YOUR TASK: The lines to copy are those with "nodes" in them. Pull each one from the entries below.

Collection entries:
════════
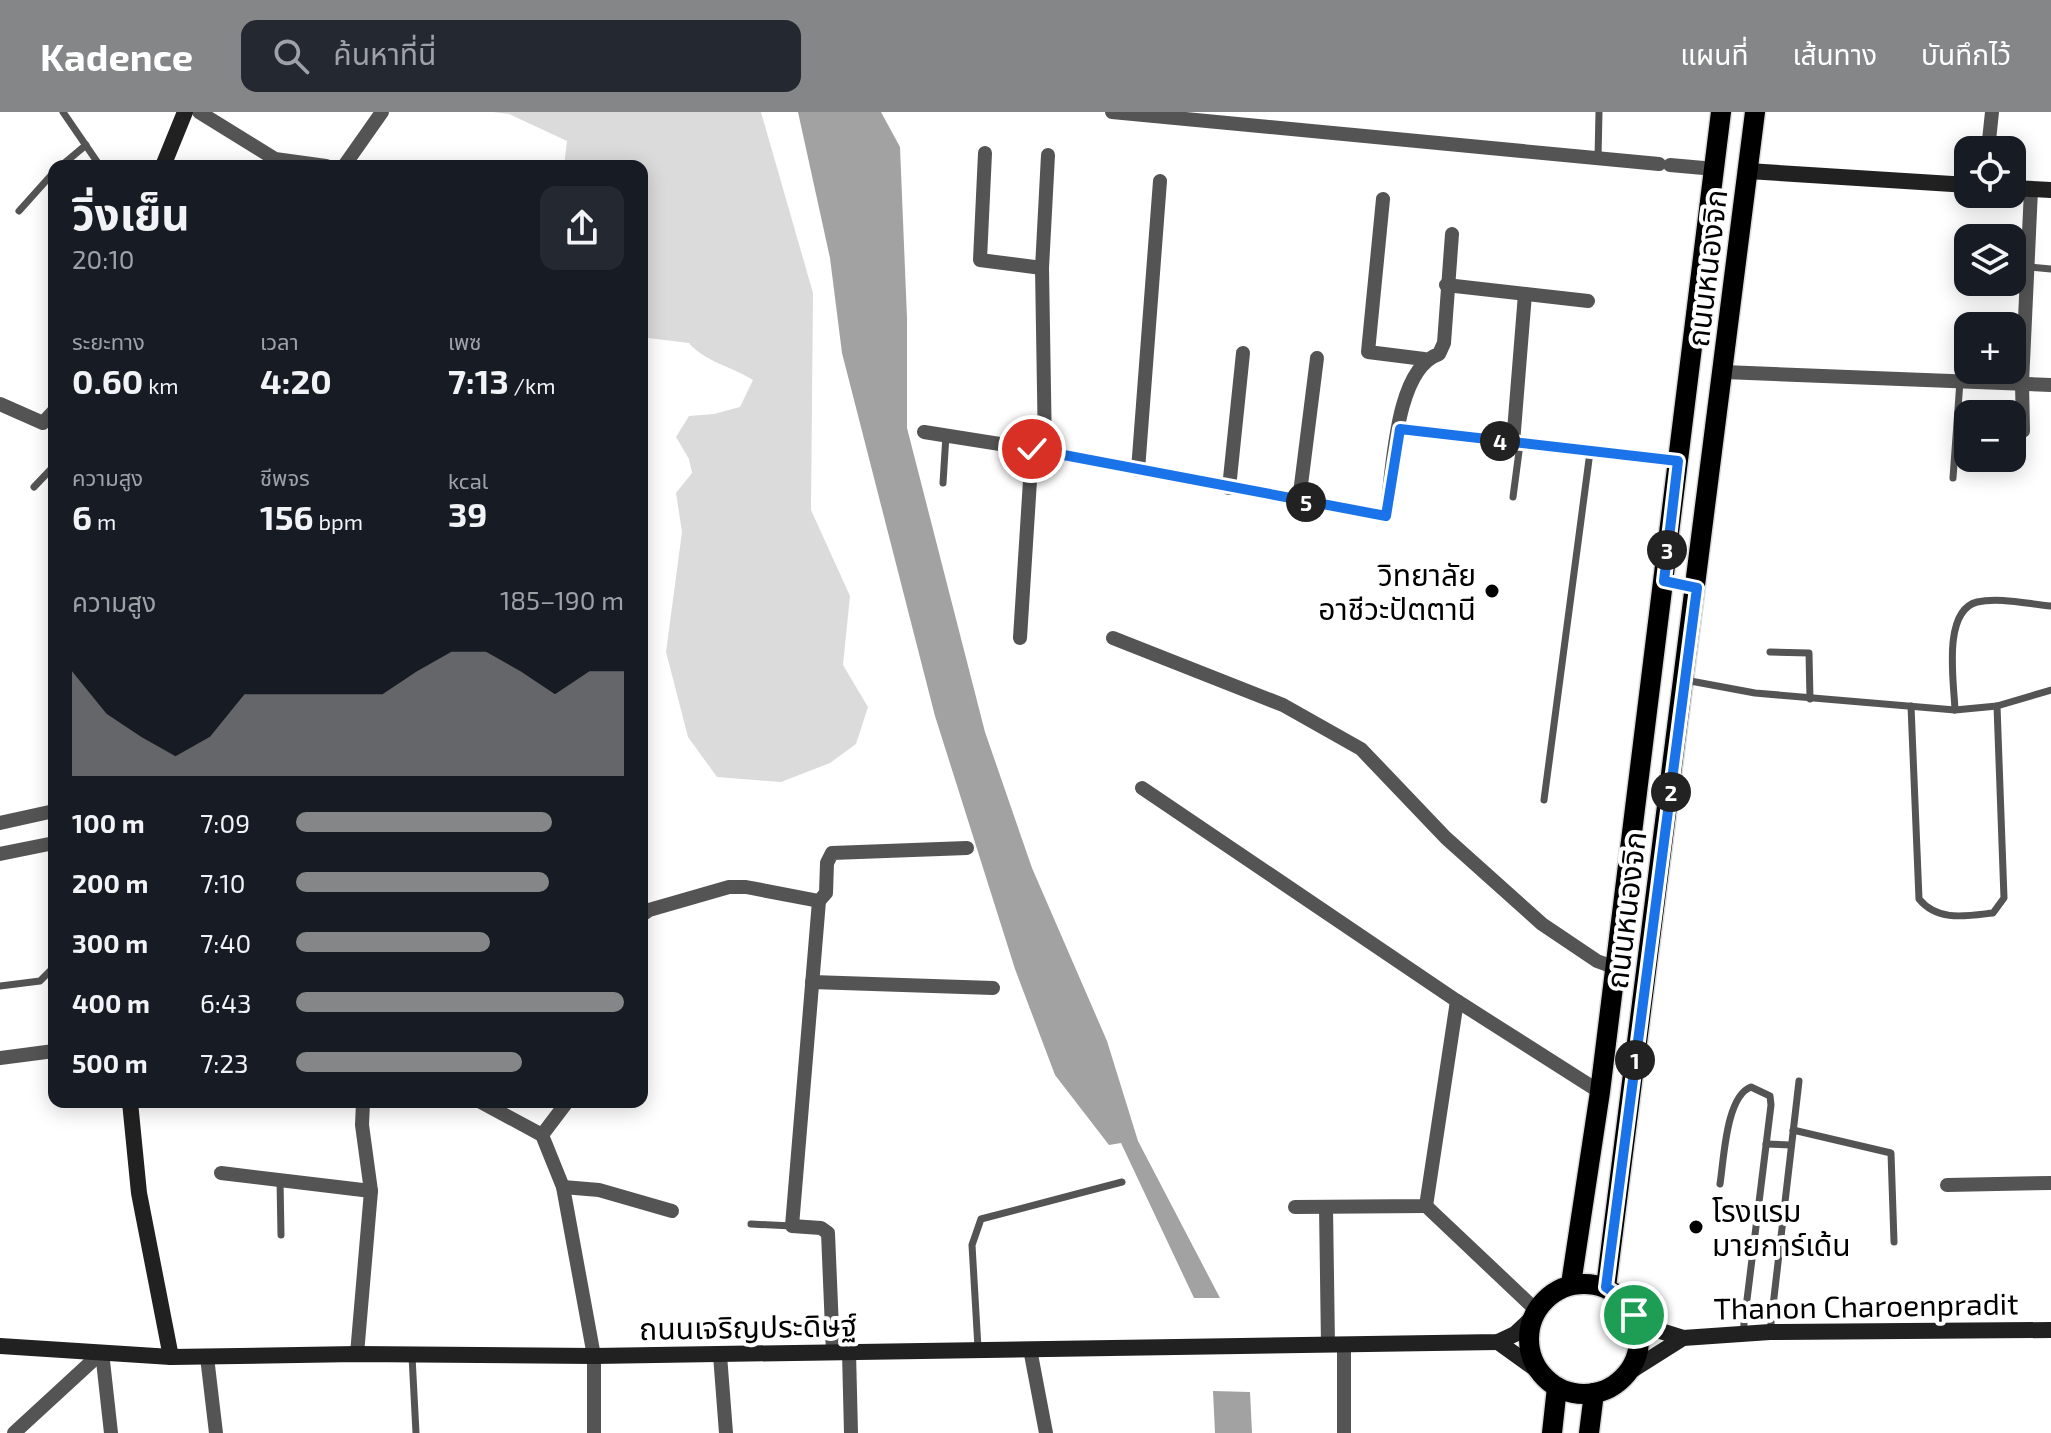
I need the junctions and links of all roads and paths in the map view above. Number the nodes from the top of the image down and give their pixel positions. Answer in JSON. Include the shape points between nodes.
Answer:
{"nodes":[{"id":1,"x":63,"y":112,"type":"edge"},
{"id":2,"x":185,"y":112,"type":"edge"},
{"id":3,"x":199,"y":112,"type":"edge"},
{"id":4,"x":382,"y":112,"type":"edge"},
{"id":5,"x":1112,"y":112,"type":"edge"},
{"id":6,"x":1599,"y":112,"type":"edge"},
{"id":7,"x":1721,"y":112,"type":"edge"},
{"id":8,"x":1755,"y":112,"type":"edge"},
{"id":9,"x":1992,"y":112,"type":"edge"},
{"id":10,"x":1989,"y":136,"type":"edge"},
{"id":11,"x":86,"y":145,"type":"junction"},
{"id":12,"x":985,"y":153,"type":"dead end"},
{"id":13,"x":1048,"y":155,"type":"dead end"},
{"id":14,"x":1598,"y":158,"type":"junction"},
{"id":15,"x":68,"y":160,"type":"edge"},
{"id":16,"x":96,"y":160,"type":"edge"},
{"id":17,"x":165,"y":160,"type":"edge"},
{"id":18,"x":282,"y":160,"type":"edge"},
{"id":19,"x":348,"y":160,"type":"edge"},
{"id":20,"x":1715,"y":169,"type":"junction"},
{"id":21,"x":1748,"y":171,"type":"junction"},
{"id":22,"x":48,"y":179,"type":"edge"},
{"id":23,"x":1160,"y":181,"type":"dead end"},
{"id":24,"x":1954,"y":184,"type":"edge"},
{"id":25,"x":2026,"y":189,"type":"edge"},
{"id":26,"x":2031,"y":190,"type":"junction"},
{"id":27,"x":2051,"y":190,"type":"edge"},
{"id":28,"x":1383,"y":199,"type":"dead end"},
{"id":29,"x":19,"y":211,"type":"dead end"},
{"id":30,"x":1452,"y":234,"type":"dead end"},
{"id":31,"x":2028,"y":267,"type":"junction"},
{"id":32,"x":1042,"y":268,"type":"junction"},
{"id":33,"x":2051,"y":269,"type":"edge"},
{"id":34,"x":1446,"y":285,"type":"junction"},
{"id":35,"x":1525,"y":294,"type":"junction"},
{"id":36,"x":1588,"y":301,"type":"dead end"},
{"id":37,"x":2026,"y":312,"type":"edge"},
{"id":38,"x":1243,"y":353,"type":"dead end"},
{"id":39,"x":1317,"y":358,"type":"dead end"},
{"id":40,"x":1424,"y":359,"type":"junction"},
{"id":41,"x":1724,"y":372,"type":"junction"},
{"id":42,"x":1954,"y":381,"type":"edge"},
{"id":43,"x":2026,"y":383,"type":"edge"},
{"id":44,"x":1960,"y":384,"type":"edge"},
{"id":45,"x":2051,"y":385,"type":"edge"},
{"id":46,"x":0,"y":404,"type":"edge"},
{"id":47,"x":48,"y":418,"type":"edge"},
{"id":48,"x":1400,"y":429,"type":"junction"},
{"id":49,"x":924,"y":432,"type":"dead end"},
{"id":50,"x":946,"y":435,"type":"junction"},
{"id":51,"x":1517,"y":443,"type":"junction"},
{"id":52,"x":1039,"y":450,"type":"junction"},
{"id":53,"x":1590,"y":452,"type":"junction"},
{"id":54,"x":1678,"y":461,"type":"junction"},
{"id":55,"x":1138,"y":470,"type":"junction"},
{"id":56,"x":48,"y":472,"type":"edge"},
{"id":57,"x":1953,"y":478,"type":"dead end"},
{"id":58,"x":943,"y":483,"type":"dead end"},
{"id":59,"x":34,"y":487,"type":"dead end"},
{"id":60,"x":1229,"y":488,"type":"junction"},
{"id":61,"x":1513,"y":497,"type":"dead end"},
{"id":62,"x":1299,"y":501,"type":"junction"},
{"id":63,"x":1664,"y":581,"type":"junction"},
{"id":64,"x":1697,"y":588,"type":"junction"},
{"id":65,"x":2051,"y":606,"type":"edge"},
{"id":66,"x":1020,"y":638,"type":"dead end"},
{"id":67,"x":1113,"y":638,"type":"dead end"},
{"id":68,"x":1770,"y":652,"type":"dead end"},
{"id":69,"x":1685,"y":680,"type":"junction"},
{"id":70,"x":2051,"y":690,"type":"edge"},
{"id":71,"x":1810,"y":699,"type":"junction"},
{"id":72,"x":1911,"y":706,"type":"junction"},
{"id":73,"x":1997,"y":706,"type":"junction"},
{"id":74,"x":1955,"y":710,"type":"junction"},
{"id":75,"x":1142,"y":788,"type":"dead end"},
{"id":76,"x":1544,"y":800,"type":"dead end"},
{"id":77,"x":48,"y":812,"type":"edge"},
{"id":78,"x":0,"y":823,"type":"edge"},
{"id":79,"x":48,"y":844,"type":"edge"},
{"id":80,"x":967,"y":848,"type":"dead end"},
{"id":81,"x":0,"y":854,"type":"edge"},
{"id":82,"x":819,"y":901,"type":"junction"},
{"id":83,"x":648,"y":913,"type":"edge"},
{"id":84,"x":1616,"y":968,"type":"junction"},
{"id":85,"x":48,"y":973,"type":"edge"},
{"id":86,"x":812,"y":982,"type":"junction"},
{"id":87,"x":0,"y":986,"type":"edge"},
{"id":88,"x":993,"y":988,"type":"dead end"},
{"id":89,"x":1457,"y":1001,"type":"junction"},
{"id":90,"x":48,"y":1052,"type":"edge"},
{"id":91,"x":0,"y":1058,"type":"edge"},
{"id":92,"x":1799,"y":1081,"type":"dead end"},
{"id":93,"x":1600,"y":1092,"type":"junction"},
{"id":94,"x":131,"y":1108,"type":"edge"},
{"id":95,"x":363,"y":1108,"type":"edge"},
{"id":96,"x":504,"y":1108,"type":"edge"},
{"id":97,"x":562,"y":1108,"type":"edge"},
{"id":98,"x":1793,"y":1130,"type":"junction"},
{"id":99,"x":542,"y":1135,"type":"junction"},
{"id":100,"x":1766,"y":1144,"type":"junction"},
{"id":101,"x":1791,"y":1145,"type":"junction"},
{"id":102,"x":221,"y":1173,"type":"dead end"},
{"id":103,"x":280,"y":1180,"type":"junction"},
{"id":104,"x":1122,"y":1182,"type":"dead end"},
{"id":105,"x":2051,"y":1183,"type":"edge"},
{"id":106,"x":1720,"y":1184,"type":"dead end"},
{"id":107,"x":1947,"y":1185,"type":"dead end"},
{"id":108,"x":563,"y":1187,"type":"junction"},
{"id":109,"x":371,"y":1191,"type":"junction"},
{"id":110,"x":1426,"y":1206,"type":"junction"},
{"id":111,"x":1295,"y":1207,"type":"dead end"},
{"id":112,"x":1326,"y":1207,"type":"junction"},
{"id":113,"x":672,"y":1211,"type":"dead end"},
{"id":114,"x":751,"y":1224,"type":"dead end"},
{"id":115,"x":792,"y":1226,"type":"junction"},
{"id":116,"x":281,"y":1235,"type":"dead end"},
{"id":117,"x":1894,"y":1242,"type":"dead end"},
{"id":118,"x":1571,"y":1284,"type":"junction"},
{"id":119,"x":1606,"y":1287,"type":"junction"},
{"id":120,"x":1534,"y":1314,"type":"junction"},
{"id":121,"x":1634,"y":1315,"type":"junction"},
{"id":122,"x":2051,"y":1330,"type":"edge"},
{"id":123,"x":1770,"y":1332,"type":"junction"},
{"id":124,"x":1743,"y":1334,"type":"junction"},
{"id":125,"x":1683,"y":1338,"type":"junction"},
{"id":126,"x":1498,"y":1342,"type":"junction"},
{"id":127,"x":1336,"y":1344,"type":"junction"},
{"id":128,"x":0,"y":1346,"type":"edge"},
{"id":129,"x":1030,"y":1349,"type":"junction"},
{"id":130,"x":978,"y":1350,"type":"junction"},
{"id":131,"x":102,"y":1352,"type":"junction"},
{"id":132,"x":841,"y":1352,"type":"junction"},
{"id":133,"x":357,"y":1354,"type":"junction"},
{"id":134,"x":720,"y":1355,"type":"junction"},
{"id":135,"x":412,"y":1356,"type":"junction"},
{"id":136,"x":594,"y":1356,"type":"junction"},
{"id":137,"x":171,"y":1357,"type":"junction"},
{"id":138,"x":207,"y":1357,"type":"junction"},
{"id":139,"x":1537,"y":1370,"type":"junction"},
{"id":140,"x":1626,"y":1374,"type":"junction"},
{"id":141,"x":1557,"y":1387,"type":"junction"},
{"id":142,"x":1594,"y":1393,"type":"junction"},
{"id":143,"x":14,"y":1433,"type":"edge"},
{"id":144,"x":111,"y":1433,"type":"edge"},
{"id":145,"x":216,"y":1433,"type":"edge"},
{"id":146,"x":416,"y":1433,"type":"edge"},
{"id":147,"x":594,"y":1433,"type":"edge"},
{"id":148,"x":726,"y":1433,"type":"edge"},
{"id":149,"x":851,"y":1433,"type":"edge"},
{"id":150,"x":1046,"y":1433,"type":"edge"},
{"id":151,"x":1344,"y":1433,"type":"edge"},
{"id":152,"x":1552,"y":1433,"type":"edge"},
{"id":153,"x":1589,"y":1433,"type":"edge"}],
"edges":[{"from":1,"to":11,"type":"lane"},
{"from":2,"to":17,"type":"main road"},
{"from":3,"to":18,"type":"street"},
{"from":4,"to":19,"type":"street"},
{"from":5,"to":14,"type":"street"},
{"from":6,"to":14,"type":"lane"},
{"from":7,"to":20,"type":"main road","name":"ถนนหนองจิก"},
{"from":8,"to":21,"type":"main road","name":"ถนนหนองจิก"},
{"from":9,"to":10,"type":"street"},
{"from":11,"to":15,"type":"lane"},
{"from":11,"to":16,"type":"lane"},
{"from":12,"to":32,"type":"street","via":[[980,260]]},
{"from":13,"to":32,"type":"street"},
{"from":14,"to":20,"type":"street"},
{"from":20,"to":21,"type":"main road"},
{"from":20,"to":54,"type":"main road","name":"ถนนหนองจิก"},
{"from":21,"to":24,"type":"main road"},
{"from":21,"to":41,"type":"main road","name":"ถนนหนองจิก"},
{"from":22,"to":29,"type":"lane"},
{"from":23,"to":55,"type":"street"},
{"from":25,"to":26,"type":"main road"},
{"from":26,"to":27,"type":"main road"},
{"from":26,"to":31,"type":"street"},
{"from":28,"to":40,"type":"street","via":[[1368,352]]},
{"from":30,"to":34,"type":"street"},
{"from":31,"to":33,"type":"lane"},
{"from":31,"to":37,"type":"street"},
{"from":32,"to":52,"type":"street"},
{"from":34,"to":35,"type":"street"},
{"from":34,"to":40,"type":"street","via":[[1444,343],[1439,354]]},
{"from":35,"to":36,"type":"street"},
{"from":35,"to":51,"type":"street"},
{"from":38,"to":60,"type":"street"},
{"from":39,"to":62,"type":"street"},
{"from":40,"to":48,"type":"street","via":[[1407,387]]},
{"from":41,"to":42,"type":"street"},
{"from":41,"to":64,"type":"main road","name":"ถนนหนองจิก"},
{"from":43,"to":45,"type":"street"},
{"from":44,"to":57,"type":"lane"},
{"from":46,"to":47,"type":"street","via":[[43,423]]},
{"from":48,"to":51,"type":"street"},
{"from":48,"to":62,"type":"street","via":[[1386,516]]},
{"from":49,"to":50,"type":"street"},
{"from":50,"to":52,"type":"street"},
{"from":50,"to":58,"type":"lane"},
{"from":51,"to":53,"type":"street"},
{"from":51,"to":61,"type":"lane"},
{"from":52,"to":55,"type":"street"},
{"from":52,"to":66,"type":"street"},
{"from":53,"to":54,"type":"street"},
{"from":53,"to":76,"type":"lane"},
{"from":54,"to":63,"type":"main road","name":"ถนนหนองจิก"},
{"from":55,"to":60,"type":"street"},
{"from":56,"to":59,"type":"lane"},
{"from":60,"to":62,"type":"street"},
{"from":63,"to":64,"type":"main road"},
{"from":63,"to":84,"type":"main road","name":"ถนนหนองจิก"},
{"from":64,"to":69,"type":"main road","name":"ถนนหนองจิก"},
{"from":65,"to":74,"type":"lane","via":[[1988,601],[1973,603],[1962,612],[1952,642]]},
{"from":67,"to":84,"type":"street","via":[[1283,705],[1361,749],[1446,838],[1542,924]]},
{"from":68,"to":71,"type":"lane","via":[[1809,653]]},
{"from":69,"to":71,"type":"lane"},
{"from":69,"to":119,"type":"main road","name":"ถนนหนองจิก"},
{"from":70,"to":73,"type":"lane"},
{"from":71,"to":72,"type":"lane"},
{"from":72,"to":73,"type":"lane","via":[[1919,899],[1928,909],[1953,917],[1993,913],[2004,898]]},
{"from":72,"to":74,"type":"lane"},
{"from":73,"to":74,"type":"lane"},
{"from":75,"to":89,"type":"street"},
{"from":77,"to":78,"type":"street"},
{"from":79,"to":81,"type":"street"},
{"from":80,"to":82,"type":"street","via":[[832,853],[826,893]]},
{"from":82,"to":83,"type":"street","via":[[729,887]]},
{"from":82,"to":86,"type":"street"},
{"from":84,"to":93,"type":"main road","name":"ถนนหนองจิก"},
{"from":85,"to":87,"type":"lane","via":[[40,981]]},
{"from":86,"to":88,"type":"street"},
{"from":86,"to":115,"type":"street"},
{"from":89,"to":93,"type":"street"},
{"from":89,"to":110,"type":"street"},
{"from":90,"to":91,"type":"street"},
{"from":92,"to":98,"type":"lane"},
{"from":93,"to":118,"type":"main road","name":"ถนนหนองจิก"},
{"from":94,"to":137,"type":"main road","via":[[139,1193]]},
{"from":95,"to":109,"type":"street"},
{"from":96,"to":99,"type":"street"},
{"from":97,"to":99,"type":"street"},
{"from":98,"to":101,"type":"lane"},
{"from":98,"to":117,"type":"lane","via":[[1891,1153]]},
{"from":99,"to":108,"type":"street"},
{"from":100,"to":101,"type":"lane"},
{"from":100,"to":106,"type":"lane","via":[[1770,1096],[1751,1087],[1734,1104]]},
{"from":100,"to":124,"type":"lane"},
{"from":101,"to":123,"type":"lane"},
{"from":102,"to":103,"type":"street"},
{"from":103,"to":109,"type":"street"},
{"from":103,"to":116,"type":"lane"},
{"from":104,"to":130,"type":"lane","via":[[981,1219],[972,1245]]},
{"from":105,"to":107,"type":"street"},
{"from":108,"to":113,"type":"street","via":[[599,1190]]},
{"from":108,"to":136,"type":"street"},
{"from":109,"to":133,"type":"street"},
{"from":110,"to":112,"type":"street"},
{"from":110,"to":120,"type":"street"},
{"from":111,"to":112,"type":"street"},
{"from":112,"to":127,"type":"street"},
{"from":114,"to":115,"type":"lane"},
{"from":115,"to":132,"type":"street","via":[[828,1233]]},
{"from":118,"to":119,"type":"main road"},
{"from":118,"to":120,"type":"main road","via":[[1554,1291]]},
{"from":119,"to":121,"type":"main road"},
{"from":120,"to":126,"type":"main road","via":[[1515,1334]]},
{"from":120,"to":139,"type":"main road","via":[[1528,1336]]},
{"from":121,"to":125,"type":"main road","via":[[1651,1328]]},
{"from":121,"to":140,"type":"main road","via":[[1639,1349]]},
{"from":122,"to":123,"type":"main road","name":"Thanon Charoenpradit"},
{"from":123,"to":124,"type":"main road","name":"Thanon Charoenpradit"},
{"from":124,"to":125,"type":"main road","name":"Thanon Charoenpradit"},
{"from":125,"to":140,"type":"main road"},
{"from":126,"to":127,"type":"main road","name":"ถนนเจริญประดิษฐ์"},
{"from":126,"to":139,"type":"main road"},
{"from":127,"to":129,"type":"main road","name":"ถนนเจริญประดิษฐ์"},
{"from":127,"to":151,"type":"street"},
{"from":128,"to":131,"type":"main road","name":"ถนนเจริญประดิษฐ์"},
{"from":129,"to":130,"type":"main road","name":"ถนนเจริญประดิษฐ์"},
{"from":129,"to":150,"type":"street"},
{"from":130,"to":132,"type":"main road","name":"ถนนเจริญประดิษฐ์"},
{"from":131,"to":137,"type":"main road","name":"ถนนเจริญประดิษฐ์"},
{"from":131,"to":143,"type":"street"},
{"from":131,"to":144,"type":"street"},
{"from":132,"to":134,"type":"main road","name":"ถนนเจริญประดิษฐ์"},
{"from":132,"to":149,"type":"street"},
{"from":133,"to":135,"type":"main road","name":"ถนนเจริญประดิษฐ์"},
{"from":133,"to":138,"type":"main road","name":"ถนนเจริญประดิษฐ์"},
{"from":134,"to":136,"type":"main road","name":"ถนนเจริญประดิษฐ์"},
{"from":134,"to":148,"type":"street"},
{"from":135,"to":136,"type":"main road","name":"ถนนเจริญประดิษฐ์"},
{"from":135,"to":146,"type":"lane"},
{"from":136,"to":147,"type":"street"},
{"from":137,"to":138,"type":"main road","name":"ถนนเจริญประดิษฐ์"},
{"from":138,"to":145,"type":"street"},
{"from":139,"to":141,"type":"main road"},
{"from":140,"to":142,"type":"main road"},
{"from":141,"to":142,"type":"main road"},
{"from":141,"to":152,"type":"main road"},
{"from":142,"to":153,"type":"main road"}]}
════════
TASK RESULT:
I need the junctions and links of all roads and paths in the map view above. Number the nodes from the top of the image down and give their pixel positions. Answer in JSON. Include the shape points between nodes.
{"nodes":[{"id":1,"x":63,"y":112,"type":"edge"},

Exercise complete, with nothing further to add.